Collected data entries:
┄┄┄┄┄┄┄┄┄┄┄┄┄┄┄┄┄┄┄┄

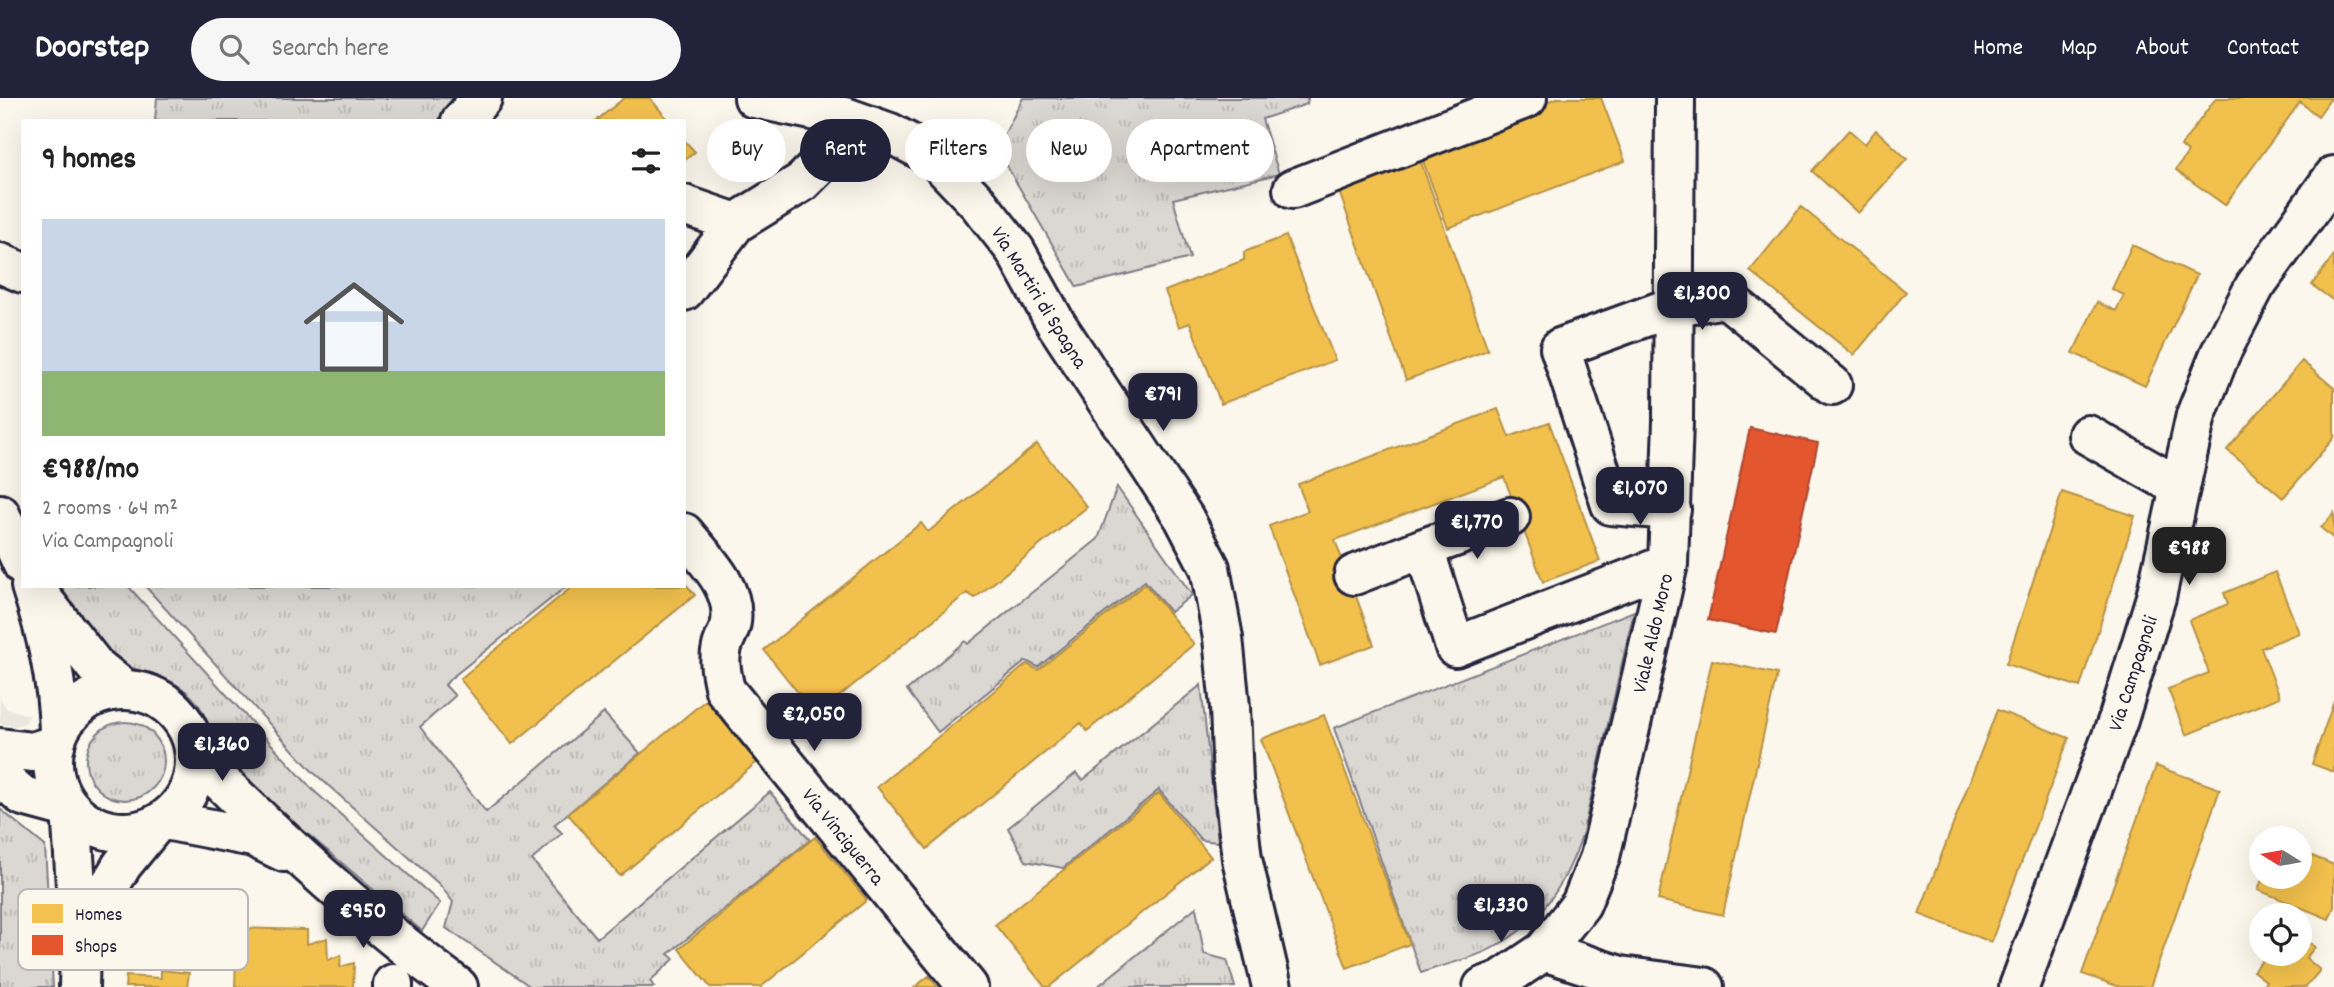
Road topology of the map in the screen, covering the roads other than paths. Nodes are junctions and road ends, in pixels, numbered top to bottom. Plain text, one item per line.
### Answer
1 (482, 98) edge
2 (754, 98) edge
3 (1527, 98) edge
4 (1675, 98) edge
5 (845, 117) junction
6 (463, 119) edge
7 (2334, 176) edge
8 (1293, 189) dead end
9 (686, 206) edge
10 (736, 223) junction
11 (0, 263) edge
12 (21, 272) edge
13 (686, 288) edge
14 (1675, 306) junction
15 (1832, 385) dead end
16 (2088, 435) dead end
17 (2179, 487) junction
18 (1671, 510) junction
19 (0, 514) edge
20 (1510, 517) dead end
21 (686, 536) edge
22 (1424, 548) junction
23 (21, 561) edge
24 (1668, 564) junction
25 (1354, 575) dead end
26 (33, 588) edge
27 (33, 588) edge
28 (125, 690) junction
29 (57, 738) junction
30 (0, 748) edge
31 (195, 756) junction
32 (0, 776) edge
33 (71, 809) junction
34 (159, 823) junction
35 (307, 864) junction
36 (76, 889) edge
37 (108, 889) edge
38 (1544, 951) junction
39 (458, 987) edge
40 (968, 987) edge
41 (1272, 987) edge
42 (1483, 987) edge
43 (1704, 987) edge
44 (2019, 987) edge

1 - 6 street
2 - 5 street, Via Martiri di Spagna
3 - 8 street
4 - 14 street, Viale Aldo Moro
5 - 10 street
5 - 41 street, Via Martiri di Spagna
7 - 17 street, Via Campagnoli
9 - 10 street
10 - 13 street
11 - 12 street
14 - 15 street
14 - 18 street, Viale Aldo Moro
14 - 18 street
16 - 17 street
17 - 44 street, Via Campagnoli
18 - 24 street, Viale Aldo Moro
19 - 23 street
20 - 22 street
21 - 40 street, Via Vinciguerra
22 - 24 street
22 - 25 street
24 - 38 street, Viale Aldo Moro
26 - 28 street
27 - 29 street
28 - 29 street
28 - 31 street
29 - 30 street
29 - 33 street
31 - 34 street
31 - 35 street
32 - 33 street
33 - 34 street
33 - 36 street
34 - 35 street
34 - 37 street
35 - 39 street
38 - 42 street, Viale Aldo Moro
38 - 43 street

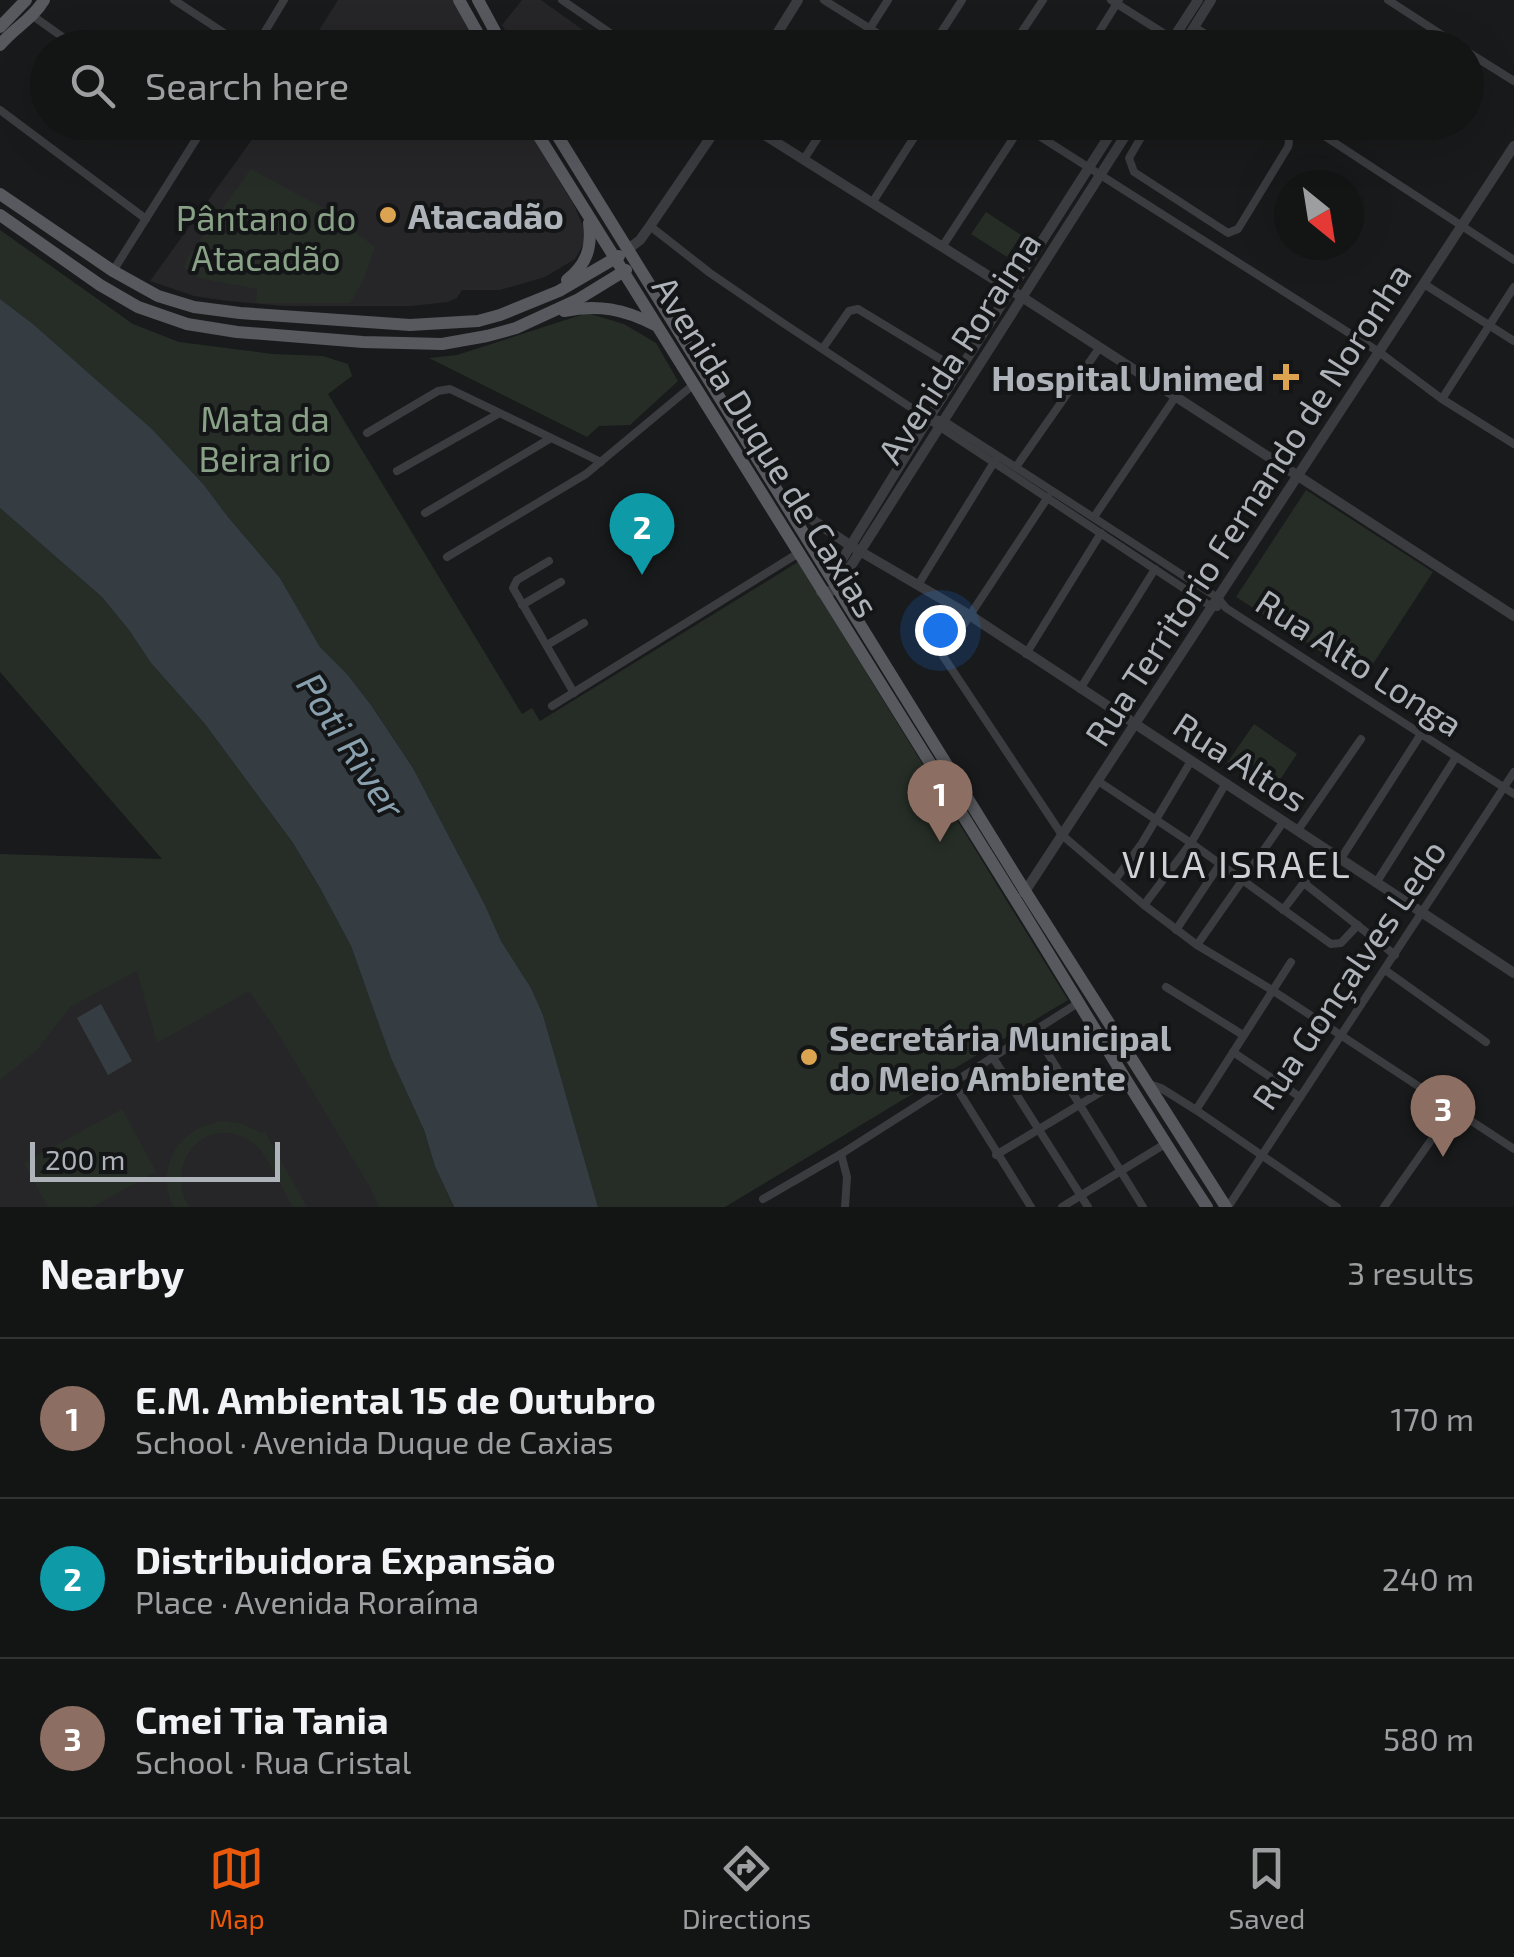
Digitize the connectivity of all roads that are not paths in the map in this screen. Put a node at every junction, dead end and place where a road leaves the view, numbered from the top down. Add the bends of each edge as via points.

┄┄┄┄┄┄┄┄┄┄┄┄┄┄┄┄┄┄┄┄

YOUR INSTRUCTIONS: Every entry above is to be transcribed exactly, with all pictures left out.

RESULT BELOW:
Road topology of the map in the screen, covering the roads other than paths. Nodes are junctions and road ends, in pixels, numbered top to bottom. Plain text, one item per line.
### Answer
1 (482, 98) edge
2 (754, 98) edge
3 (1527, 98) edge
4 (1675, 98) edge
5 (845, 117) junction
6 (463, 119) edge
7 (2334, 176) edge
8 (1293, 189) dead end
9 (686, 206) edge
10 (736, 223) junction
11 (0, 263) edge
12 (21, 272) edge
13 (686, 288) edge
14 (1675, 306) junction
15 (1832, 385) dead end
16 (2088, 435) dead end
17 (2179, 487) junction
18 (1671, 510) junction
19 (0, 514) edge
20 (1510, 517) dead end
21 (686, 536) edge
22 (1424, 548) junction
23 (21, 561) edge
24 (1668, 564) junction
25 (1354, 575) dead end
26 (33, 588) edge
27 (33, 588) edge
28 (125, 690) junction
29 (57, 738) junction
30 (0, 748) edge
31 (195, 756) junction
32 (0, 776) edge
33 (71, 809) junction
34 (159, 823) junction
35 (307, 864) junction
36 (76, 889) edge
37 (108, 889) edge
38 (1544, 951) junction
39 (458, 987) edge
40 (968, 987) edge
41 (1272, 987) edge
42 (1483, 987) edge
43 (1704, 987) edge
44 (2019, 987) edge

1 - 6 street
2 - 5 street, Via Martiri di Spagna
3 - 8 street
4 - 14 street, Viale Aldo Moro
5 - 10 street
5 - 41 street, Via Martiri di Spagna
7 - 17 street, Via Campagnoli
9 - 10 street
10 - 13 street
11 - 12 street
14 - 15 street
14 - 18 street, Viale Aldo Moro
14 - 18 street
16 - 17 street
17 - 44 street, Via Campagnoli
18 - 24 street, Viale Aldo Moro
19 - 23 street
20 - 22 street
21 - 40 street, Via Vinciguerra
22 - 24 street
22 - 25 street
24 - 38 street, Viale Aldo Moro
26 - 28 street
27 - 29 street
28 - 29 street
28 - 31 street
29 - 30 street
29 - 33 street
31 - 34 street
31 - 35 street
32 - 33 street
33 - 34 street
33 - 36 street
34 - 35 street
34 - 37 street
35 - 39 street
38 - 42 street, Viale Aldo Moro
38 - 43 street

Digitize the connectivity of all roads that are not paths in the map in this screen. Put a node at every junction, dead end and place where a road leaves the view, numbered from the top down. Add the bends of each edge as via points.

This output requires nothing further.